# Propane On Or Off While Traveling?



## hoodscoop (Mar 29, 2012)

I am currently on a long RV trip. I am at the forth CG and two of the four had a nice sign at the exit area that read, "Check List" and had a list of items to check before you hit the road, how nice if I must say so myself. On both signs they read, "propane off?".

Am I wrong to believe that most individuals leave their propane on when traveling in the TT or 5th Wheelers to keep the refrigerators cold?


----------



## KTMRacer (Jun 28, 2010)

hoodscoop said:


> I am currently on a long RV trip. I am at the forth CG and two of the four had a nice sign at the exit area that read, "Check List" and had a list of items to check before you hit the road, how nice if I must say so myself. On both signs they read, "propane off?".
> 
> Am I wrong to believe that most individuals leave their propane on when traveling in the TT or 5th Wheelers to keep the refrigerators cold?


we keep propane on for the fridge. Probably not the safest thing to do, accidents do happen, and hoses/lines could get cut. Others I know also keep the propane on for the fridge.


----------



## knauby (Aug 16, 2012)

hoodscoop said:


> I am currently on a long RV trip. I am at the forth CG and two of the four had a nice sign at the exit area that read, "Check List" and had a list of items to check before you hit the road, how nice if I must say so myself. On both signs they read, "propane off?".
> 
> Am I wrong to believe that most individuals leave their propane on when traveling in the TT or 5th Wheelers to keep the refrigerators cold?

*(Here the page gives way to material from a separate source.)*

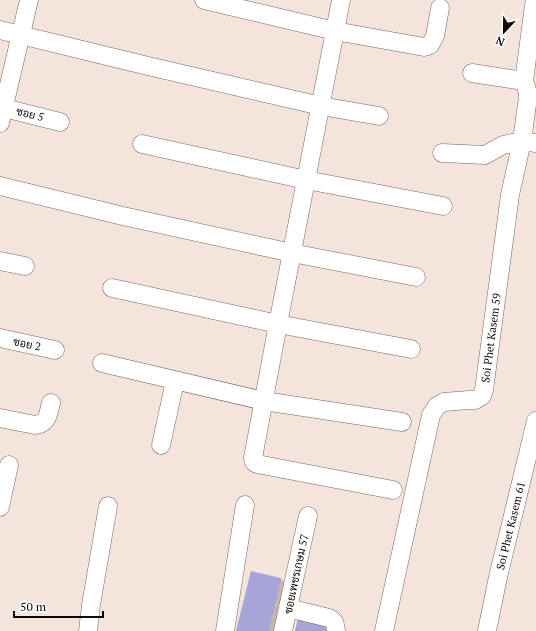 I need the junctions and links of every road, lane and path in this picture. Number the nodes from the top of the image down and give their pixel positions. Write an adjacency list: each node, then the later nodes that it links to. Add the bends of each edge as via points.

I think that is a yes and no question. On long trips you must keep the fridge on so yes, propane on. You should however (by the book now) shut off that propane while fueling the vehicle because of the open flame and gas fume issue. Also, some tunnels and bridges require the valves be shut to travel on. I have been advised by many folks (because I'm still learning) that if you have pre-chilled your fridge for a day or so prior to leaving and only traveling a few hours, the temp doesn't go down that quickly and to keep the propane shut off because you don't need it.

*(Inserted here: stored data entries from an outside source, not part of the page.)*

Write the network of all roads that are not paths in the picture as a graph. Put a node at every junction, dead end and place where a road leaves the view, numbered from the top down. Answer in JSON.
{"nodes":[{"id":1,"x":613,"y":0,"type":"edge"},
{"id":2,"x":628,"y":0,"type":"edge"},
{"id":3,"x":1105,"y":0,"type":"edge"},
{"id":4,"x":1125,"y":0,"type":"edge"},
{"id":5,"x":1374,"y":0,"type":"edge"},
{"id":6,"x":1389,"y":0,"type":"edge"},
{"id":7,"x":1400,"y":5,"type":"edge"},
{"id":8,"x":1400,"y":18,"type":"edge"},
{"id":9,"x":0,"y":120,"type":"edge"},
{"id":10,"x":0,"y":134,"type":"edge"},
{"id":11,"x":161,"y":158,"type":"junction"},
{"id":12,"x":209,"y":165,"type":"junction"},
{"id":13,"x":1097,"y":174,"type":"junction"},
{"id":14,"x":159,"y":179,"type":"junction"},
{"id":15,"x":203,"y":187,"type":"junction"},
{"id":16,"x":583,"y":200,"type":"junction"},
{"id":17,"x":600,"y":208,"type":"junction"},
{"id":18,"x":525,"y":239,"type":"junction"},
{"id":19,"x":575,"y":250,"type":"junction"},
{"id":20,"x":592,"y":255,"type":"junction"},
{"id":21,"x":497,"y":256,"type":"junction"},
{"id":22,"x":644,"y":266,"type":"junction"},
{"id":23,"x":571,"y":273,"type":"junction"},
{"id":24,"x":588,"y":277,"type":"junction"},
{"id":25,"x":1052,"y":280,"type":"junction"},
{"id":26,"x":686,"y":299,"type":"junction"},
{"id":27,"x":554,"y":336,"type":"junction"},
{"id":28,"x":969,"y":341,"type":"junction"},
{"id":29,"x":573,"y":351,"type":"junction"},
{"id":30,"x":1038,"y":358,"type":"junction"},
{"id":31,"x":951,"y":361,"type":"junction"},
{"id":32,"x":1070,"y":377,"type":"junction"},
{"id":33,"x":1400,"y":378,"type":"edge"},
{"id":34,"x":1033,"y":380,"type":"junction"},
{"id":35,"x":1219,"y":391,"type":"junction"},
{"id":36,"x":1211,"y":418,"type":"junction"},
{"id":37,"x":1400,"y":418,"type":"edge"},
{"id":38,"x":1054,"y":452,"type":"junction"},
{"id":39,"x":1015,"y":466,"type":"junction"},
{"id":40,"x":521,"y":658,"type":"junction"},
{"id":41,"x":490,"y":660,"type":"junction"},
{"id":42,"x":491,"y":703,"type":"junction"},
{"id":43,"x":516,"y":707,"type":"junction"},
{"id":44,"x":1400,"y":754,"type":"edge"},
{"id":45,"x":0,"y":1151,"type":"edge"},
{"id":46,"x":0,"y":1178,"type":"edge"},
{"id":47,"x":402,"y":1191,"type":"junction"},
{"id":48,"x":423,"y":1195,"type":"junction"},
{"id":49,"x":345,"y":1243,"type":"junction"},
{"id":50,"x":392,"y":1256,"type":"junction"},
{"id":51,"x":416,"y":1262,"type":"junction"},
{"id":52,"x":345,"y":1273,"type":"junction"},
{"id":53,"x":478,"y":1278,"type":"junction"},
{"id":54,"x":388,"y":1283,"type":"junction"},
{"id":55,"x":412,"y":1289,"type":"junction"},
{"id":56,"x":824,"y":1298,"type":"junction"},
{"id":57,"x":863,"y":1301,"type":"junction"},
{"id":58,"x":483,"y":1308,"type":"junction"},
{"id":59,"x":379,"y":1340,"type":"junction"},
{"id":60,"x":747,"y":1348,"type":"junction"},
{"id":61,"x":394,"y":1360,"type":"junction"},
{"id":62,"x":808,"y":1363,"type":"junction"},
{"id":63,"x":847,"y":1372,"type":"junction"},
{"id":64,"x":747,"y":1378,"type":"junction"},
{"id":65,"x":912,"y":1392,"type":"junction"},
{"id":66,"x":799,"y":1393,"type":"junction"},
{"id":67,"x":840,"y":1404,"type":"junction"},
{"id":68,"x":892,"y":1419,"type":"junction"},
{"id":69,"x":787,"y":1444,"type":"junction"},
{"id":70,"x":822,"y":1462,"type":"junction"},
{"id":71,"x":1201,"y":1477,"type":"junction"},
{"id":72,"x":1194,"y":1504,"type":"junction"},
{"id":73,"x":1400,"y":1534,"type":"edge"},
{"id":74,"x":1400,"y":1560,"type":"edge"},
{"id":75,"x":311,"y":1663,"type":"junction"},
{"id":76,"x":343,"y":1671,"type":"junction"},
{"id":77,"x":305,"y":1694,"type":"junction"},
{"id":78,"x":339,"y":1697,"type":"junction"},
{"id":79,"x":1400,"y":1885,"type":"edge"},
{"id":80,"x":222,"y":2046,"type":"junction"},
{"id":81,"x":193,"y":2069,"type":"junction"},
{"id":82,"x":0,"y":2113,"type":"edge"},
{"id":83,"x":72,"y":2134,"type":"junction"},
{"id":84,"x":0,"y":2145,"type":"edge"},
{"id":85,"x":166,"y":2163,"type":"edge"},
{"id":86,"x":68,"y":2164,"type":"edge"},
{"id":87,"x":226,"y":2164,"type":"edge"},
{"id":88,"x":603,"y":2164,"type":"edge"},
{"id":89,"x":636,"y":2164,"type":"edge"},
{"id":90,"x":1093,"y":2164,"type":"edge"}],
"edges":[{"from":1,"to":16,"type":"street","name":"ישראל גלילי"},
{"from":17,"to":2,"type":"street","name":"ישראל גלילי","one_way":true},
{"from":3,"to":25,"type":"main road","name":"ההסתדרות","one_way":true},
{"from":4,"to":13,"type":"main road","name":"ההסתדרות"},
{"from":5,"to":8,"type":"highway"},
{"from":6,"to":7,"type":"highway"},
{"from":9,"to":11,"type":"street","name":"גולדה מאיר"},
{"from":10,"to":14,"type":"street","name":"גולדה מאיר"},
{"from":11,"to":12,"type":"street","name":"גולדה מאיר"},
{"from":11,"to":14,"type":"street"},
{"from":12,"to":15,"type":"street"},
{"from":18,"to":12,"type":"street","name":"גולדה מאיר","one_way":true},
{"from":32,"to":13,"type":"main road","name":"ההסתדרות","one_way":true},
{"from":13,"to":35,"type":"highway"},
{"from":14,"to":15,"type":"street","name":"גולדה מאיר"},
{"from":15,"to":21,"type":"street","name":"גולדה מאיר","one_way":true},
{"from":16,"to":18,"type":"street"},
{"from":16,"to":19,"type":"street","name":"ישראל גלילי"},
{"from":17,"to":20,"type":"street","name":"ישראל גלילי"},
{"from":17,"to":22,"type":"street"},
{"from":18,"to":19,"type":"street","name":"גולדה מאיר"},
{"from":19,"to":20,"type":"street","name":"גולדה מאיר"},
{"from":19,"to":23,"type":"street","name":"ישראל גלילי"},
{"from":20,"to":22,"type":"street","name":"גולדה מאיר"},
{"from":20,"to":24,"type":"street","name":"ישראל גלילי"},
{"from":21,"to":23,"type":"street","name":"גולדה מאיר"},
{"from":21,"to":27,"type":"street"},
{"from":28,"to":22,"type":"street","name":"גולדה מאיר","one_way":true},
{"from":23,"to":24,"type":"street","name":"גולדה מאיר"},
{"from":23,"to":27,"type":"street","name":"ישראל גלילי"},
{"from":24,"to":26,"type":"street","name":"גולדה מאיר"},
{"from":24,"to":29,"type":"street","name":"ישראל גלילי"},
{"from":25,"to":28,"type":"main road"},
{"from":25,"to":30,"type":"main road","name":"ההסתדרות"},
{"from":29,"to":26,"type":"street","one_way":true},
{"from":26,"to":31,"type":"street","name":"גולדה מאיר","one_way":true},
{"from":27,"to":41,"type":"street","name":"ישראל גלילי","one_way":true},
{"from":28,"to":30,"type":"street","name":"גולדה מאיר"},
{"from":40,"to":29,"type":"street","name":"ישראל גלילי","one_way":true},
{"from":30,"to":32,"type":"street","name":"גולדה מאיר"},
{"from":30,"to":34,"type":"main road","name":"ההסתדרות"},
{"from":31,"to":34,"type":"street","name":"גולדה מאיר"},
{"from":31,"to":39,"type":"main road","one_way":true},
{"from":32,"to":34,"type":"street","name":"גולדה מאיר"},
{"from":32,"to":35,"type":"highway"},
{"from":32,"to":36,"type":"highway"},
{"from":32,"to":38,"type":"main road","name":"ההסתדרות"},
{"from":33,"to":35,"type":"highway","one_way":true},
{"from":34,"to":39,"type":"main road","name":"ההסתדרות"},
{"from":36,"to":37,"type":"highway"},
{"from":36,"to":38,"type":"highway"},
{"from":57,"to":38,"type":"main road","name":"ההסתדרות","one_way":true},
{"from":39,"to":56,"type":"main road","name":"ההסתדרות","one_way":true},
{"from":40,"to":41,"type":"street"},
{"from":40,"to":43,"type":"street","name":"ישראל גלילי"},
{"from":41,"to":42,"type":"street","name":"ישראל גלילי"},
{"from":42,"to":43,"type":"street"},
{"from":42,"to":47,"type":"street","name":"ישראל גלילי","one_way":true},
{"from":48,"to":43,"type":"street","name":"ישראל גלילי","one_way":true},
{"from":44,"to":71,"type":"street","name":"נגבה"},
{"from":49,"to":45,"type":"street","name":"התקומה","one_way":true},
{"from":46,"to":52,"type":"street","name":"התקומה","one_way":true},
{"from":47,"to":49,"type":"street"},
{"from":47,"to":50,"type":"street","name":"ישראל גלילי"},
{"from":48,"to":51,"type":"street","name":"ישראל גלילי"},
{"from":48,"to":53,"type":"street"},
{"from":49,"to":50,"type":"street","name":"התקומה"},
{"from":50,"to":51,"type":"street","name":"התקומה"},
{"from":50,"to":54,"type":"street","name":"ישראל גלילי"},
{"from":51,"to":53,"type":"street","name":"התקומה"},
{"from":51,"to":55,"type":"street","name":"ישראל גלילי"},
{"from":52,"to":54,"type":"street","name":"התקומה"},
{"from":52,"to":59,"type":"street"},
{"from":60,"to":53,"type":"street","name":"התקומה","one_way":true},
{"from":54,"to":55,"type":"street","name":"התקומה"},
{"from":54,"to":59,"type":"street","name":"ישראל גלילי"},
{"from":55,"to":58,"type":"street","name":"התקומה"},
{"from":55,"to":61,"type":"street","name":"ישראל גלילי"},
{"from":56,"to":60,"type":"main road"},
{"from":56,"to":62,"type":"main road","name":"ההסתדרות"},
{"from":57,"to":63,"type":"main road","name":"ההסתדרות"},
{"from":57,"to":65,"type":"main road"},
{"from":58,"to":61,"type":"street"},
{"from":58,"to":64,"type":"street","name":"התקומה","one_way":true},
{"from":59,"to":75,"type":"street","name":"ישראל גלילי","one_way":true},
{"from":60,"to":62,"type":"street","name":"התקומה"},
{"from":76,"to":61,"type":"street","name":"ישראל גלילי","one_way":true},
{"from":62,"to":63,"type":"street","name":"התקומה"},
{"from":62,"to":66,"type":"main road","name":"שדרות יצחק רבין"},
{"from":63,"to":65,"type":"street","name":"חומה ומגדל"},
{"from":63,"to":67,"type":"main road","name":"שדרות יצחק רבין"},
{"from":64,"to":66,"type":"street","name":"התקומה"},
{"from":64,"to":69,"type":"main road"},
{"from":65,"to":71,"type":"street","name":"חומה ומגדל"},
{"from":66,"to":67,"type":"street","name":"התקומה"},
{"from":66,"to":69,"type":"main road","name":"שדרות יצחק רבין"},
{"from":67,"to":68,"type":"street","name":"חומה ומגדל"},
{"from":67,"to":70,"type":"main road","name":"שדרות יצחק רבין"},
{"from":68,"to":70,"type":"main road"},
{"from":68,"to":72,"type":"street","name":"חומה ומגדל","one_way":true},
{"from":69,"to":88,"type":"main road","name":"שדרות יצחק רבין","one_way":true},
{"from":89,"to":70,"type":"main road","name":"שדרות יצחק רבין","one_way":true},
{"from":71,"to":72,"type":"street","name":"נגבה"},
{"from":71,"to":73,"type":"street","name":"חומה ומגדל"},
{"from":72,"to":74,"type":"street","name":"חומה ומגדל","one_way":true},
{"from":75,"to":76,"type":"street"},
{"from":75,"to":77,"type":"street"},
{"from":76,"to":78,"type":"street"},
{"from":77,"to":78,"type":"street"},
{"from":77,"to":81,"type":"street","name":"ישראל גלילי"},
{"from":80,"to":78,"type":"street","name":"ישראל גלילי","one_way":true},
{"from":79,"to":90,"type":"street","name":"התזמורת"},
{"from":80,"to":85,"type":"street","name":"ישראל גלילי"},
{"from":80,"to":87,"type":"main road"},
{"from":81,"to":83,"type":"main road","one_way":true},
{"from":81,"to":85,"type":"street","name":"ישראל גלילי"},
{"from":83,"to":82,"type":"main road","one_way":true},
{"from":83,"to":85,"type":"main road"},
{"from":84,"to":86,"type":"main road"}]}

Maybe someone with more experience could offer a better answer.


----------



## Oregon_Camper (Sep 13, 2004)

I turn mine on when it bring it home from the storage lot and then turn it off when it goes back to the storage lot. Stays on during all trips...never turn it off.


----------



## hyewalt34 (May 9, 2004)

Hi Hoodscoop,

I've never turned mine on while traveling, even in the summer when the temperature can hit 110* when traveling through Central California. Your food will be fine (maybe not ice cream) and it's not really worth taking the chance of a fire.

Walter


----------



## Leedek (Nov 28, 2010)

I used to travel with the propane on. After reading a lot about safety issues associated with doing that I made a decision to add *" Propane off"* to my check list for travel. I have not had any food go bad while traveling. I do pre-cool my frig and the freezer food is frozen prior to going into it initially. Freezer food during the trip has not presented a problem. It chills in the freezer with the other frozen stuff and when we park it gets frozen.

When traveling we are usually on the road for 6-8 hours. When we stop for the night the propane is on and so is the frig. During travel we try to open the frig only long enough to get what we want. It takes a little pre thought to stop lingering with the door open. Grab the mustard ,dogs and cola and get out of there.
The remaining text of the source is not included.